RECORD SET: Begin

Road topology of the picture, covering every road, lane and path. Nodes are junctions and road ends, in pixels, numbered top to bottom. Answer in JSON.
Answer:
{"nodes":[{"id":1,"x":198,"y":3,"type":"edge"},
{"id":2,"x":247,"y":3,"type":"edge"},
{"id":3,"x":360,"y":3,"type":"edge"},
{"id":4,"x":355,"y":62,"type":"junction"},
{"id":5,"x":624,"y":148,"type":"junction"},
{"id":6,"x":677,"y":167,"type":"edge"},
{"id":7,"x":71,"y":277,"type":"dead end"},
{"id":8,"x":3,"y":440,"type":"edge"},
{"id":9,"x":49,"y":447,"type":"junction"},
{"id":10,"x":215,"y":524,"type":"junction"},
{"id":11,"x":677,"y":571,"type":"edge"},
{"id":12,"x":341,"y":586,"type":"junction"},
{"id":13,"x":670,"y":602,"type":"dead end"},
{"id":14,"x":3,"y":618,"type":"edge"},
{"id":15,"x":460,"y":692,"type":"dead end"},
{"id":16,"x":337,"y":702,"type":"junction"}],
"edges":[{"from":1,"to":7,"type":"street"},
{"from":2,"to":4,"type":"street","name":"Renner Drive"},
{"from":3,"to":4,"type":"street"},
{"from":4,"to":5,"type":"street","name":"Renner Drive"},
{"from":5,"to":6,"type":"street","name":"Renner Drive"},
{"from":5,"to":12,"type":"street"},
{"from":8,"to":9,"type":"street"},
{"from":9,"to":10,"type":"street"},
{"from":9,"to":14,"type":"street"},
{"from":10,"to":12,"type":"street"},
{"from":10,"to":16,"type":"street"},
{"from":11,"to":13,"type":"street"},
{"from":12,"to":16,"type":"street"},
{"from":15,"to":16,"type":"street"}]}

RECORD SET: End

(EXERCISE):
Return the listing above word for word.

(WRITTEN ANSWER):
Road topology of the picture, covering every road, lane and path. Nodes are junctions and road ends, in pixels, numbered top to bottom. Answer in JSON.
Answer:
{"nodes":[{"id":1,"x":198,"y":3,"type":"edge"},
{"id":2,"x":247,"y":3,"type":"edge"},
{"id":3,"x":360,"y":3,"type":"edge"},
{"id":4,"x":355,"y":62,"type":"junction"},
{"id":5,"x":624,"y":148,"type":"junction"},
{"id":6,"x":677,"y":167,"type":"edge"},
{"id":7,"x":71,"y":277,"type":"dead end"},
{"id":8,"x":3,"y":440,"type":"edge"},
{"id":9,"x":49,"y":447,"type":"junction"},
{"id":10,"x":215,"y":524,"type":"junction"},
{"id":11,"x":677,"y":571,"type":"edge"},
{"id":12,"x":341,"y":586,"type":"junction"},
{"id":13,"x":670,"y":602,"type":"dead end"},
{"id":14,"x":3,"y":618,"type":"edge"},
{"id":15,"x":460,"y":692,"type":"dead end"},
{"id":16,"x":337,"y":702,"type":"junction"}],
"edges":[{"from":1,"to":7,"type":"street"},
{"from":2,"to":4,"type":"street","name":"Renner Drive"},
{"from":3,"to":4,"type":"street"},
{"from":4,"to":5,"type":"street","name":"Renner Drive"},
{"from":5,"to":6,"type":"street","name":"Renner Drive"},
{"from":5,"to":12,"type":"street"},
{"from":8,"to":9,"type":"street"},
{"from":9,"to":10,"type":"street"},
{"from":9,"to":14,"type":"street"},
{"from":10,"to":12,"type":"street"},
{"from":10,"to":16,"type":"street"},
{"from":11,"to":13,"type":"street"},
{"from":12,"to":16,"type":"street"},
{"from":15,"to":16,"type":"street"}]}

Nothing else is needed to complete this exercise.